TSS (Total Specific Solutions) is moving quickly into the top regions of the Dutch ICT league. Though TSS only started in 2008 (capital provided by Strikwerda Investments BV), the company has grown 6% in 2011 to a revenue stream of €196M, and employs over 1600 FTEs. TSS may be less of a household name, its associated companies are. The following 8 companies operate under the TSS flag:
- PinkRoccade – Local Government
- PinkRoccade -Healthcare
- Pharma Partners – Healthcare
- Co-Maker – Lease Solutions
- Yonder – Application Innovation
- Everest – Business Engineering
- TASS – Technology Solutions
- KZA – QA and Testing
TSS describes itself as an IT software and services company, however most of its revenue comes from software (49%). Software related services account for 27%, and the remaining part comes from ICT services and consulting revenue (18% and 6% respectively).
In 2011 the company has grown 6% autonomously, and 22.6% if acquisitions are included (PharmaPartners and Planconsult – as part of PinkRoccade Local Government in 2011). With many of the Dutch IT Service firms in heavy weather and software firms showing modest growth, it raises the question how a relative newcomer is able to show this growth rate?
To better understand its potential, it is necessary to look at its history. The company’s growth so far is based on acquisitions of existing companies. PinkRoccade has a long history. Strikwerda’s TAS has been listed on the Dutch Stock Exchange and TASS has been part of the Philips organization until 2007. KZA is a management buy-out from Getronics. The relative newcomer actually has quite some history.
The challenge therefore will not be in the acquisition or expansion phase, TSS has proven its skills in M&A and buy-out strategies. The challenge will be to create a coherent unit out of the separate entities. TSS aims to do exactly just that through a local and specialist approach. The following graph shows how TSS perceives its position in the market, where they are a specialized niche vendor.
Local versus Global – Specialist versus Generic
First of all TSS differentiates itself by taking a local and specialist approach. The TSS companies all have either a specific IT expertise, or a specific market sector they cover. TSS PinkRoccade Healthcare and PharmaPartners serve the first and second line in Dutch healthcare, creating a full service concept for its clients. Local government is covered through PinkRoccade. Everest, Yonder, TASS and KZA all focus on specific IT solutions or IT system integration and software development areas. In that respect, the company can cover all sorts of IT requirements in specific vertical markets or industries.
Commitment & Autonomy
Second, all TSS companies operate autonomously, each of the companies sets its own course, and has a high level of independence in their business operations. M&A, Finance and Marketing & Communications strategy is set on a corporate level. Sales, HR, Partnerships & Alliances, Innovation strategy and Quality & Risk assessments are a company’s own responsibility. TSS companies are triggered to perform and outperform in their market. At the same time, commitment is guaranteed as the CEOs of the separate companies together constitute the TSS board of directors, who in turn set the course for TSS as a whole.
Will this hosanna continue?

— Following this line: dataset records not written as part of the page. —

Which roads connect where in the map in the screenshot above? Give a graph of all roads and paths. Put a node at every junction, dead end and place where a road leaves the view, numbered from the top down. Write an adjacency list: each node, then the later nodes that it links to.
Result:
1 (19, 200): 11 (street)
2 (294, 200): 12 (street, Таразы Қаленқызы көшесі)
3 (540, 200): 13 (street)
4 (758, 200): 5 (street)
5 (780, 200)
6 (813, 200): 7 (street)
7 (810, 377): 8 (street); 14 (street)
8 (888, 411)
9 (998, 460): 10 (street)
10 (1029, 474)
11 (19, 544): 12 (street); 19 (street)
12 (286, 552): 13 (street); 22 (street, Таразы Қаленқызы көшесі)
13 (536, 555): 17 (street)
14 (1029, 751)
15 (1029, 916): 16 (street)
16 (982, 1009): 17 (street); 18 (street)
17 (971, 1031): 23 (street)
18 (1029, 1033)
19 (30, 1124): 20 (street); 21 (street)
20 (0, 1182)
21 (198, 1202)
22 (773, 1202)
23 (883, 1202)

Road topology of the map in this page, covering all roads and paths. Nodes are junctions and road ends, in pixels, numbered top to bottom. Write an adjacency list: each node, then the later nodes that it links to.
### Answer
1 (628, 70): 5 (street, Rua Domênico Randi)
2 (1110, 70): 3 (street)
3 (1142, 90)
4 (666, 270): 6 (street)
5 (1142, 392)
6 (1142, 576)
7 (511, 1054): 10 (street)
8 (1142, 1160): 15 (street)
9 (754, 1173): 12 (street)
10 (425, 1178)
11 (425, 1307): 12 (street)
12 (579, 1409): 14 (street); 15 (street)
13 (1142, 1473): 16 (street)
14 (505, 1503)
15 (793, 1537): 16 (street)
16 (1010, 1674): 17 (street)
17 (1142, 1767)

For the time being, yes.
- The company still has room to expand and/or acquire. TSS has a strong track record in M&A activity, and for now it appears that there is funds and room to continue this expansion strategy.
- TSS has a high level of recurring revenue (almost 50%). Its business model is already based on subscription or unit based pricing.
- TSS has a varied customer base with the largest client not accounting for more than 4% of its revenue.
- And because of its specialist approach, the various TSS companies have close customer contact, and in many cases can be the trusted advisor many clients are looking for.
In that respect, the TSS companies separately definitely have the capabilities to gain market share and win in a competitive market.
A tough nut to crack though is that TSS will need to prove that it can create a coherent organization, which is able to benefit from each other’s capabilities. Synergy and economies of scale can only be reached if resources can be shared and knowledge can be exchanged. For now we see limited initiatives to create this synergy, and TSS confirms that the specialist approach prevails. In our view, the company does not have enough distinguishing characteristics to succeed in a tough software services market. The lack of a common set of services and solutions, common goals or initiatives creates specialist franchise type of organizations, who are able to operate in solitaire but unable to benefit from shared knowledge, experience and resources. Acquisitions will continue to fuel growth, however, add too many adjacent markets and TSS becomes a collection of companies which are worth more separate than together.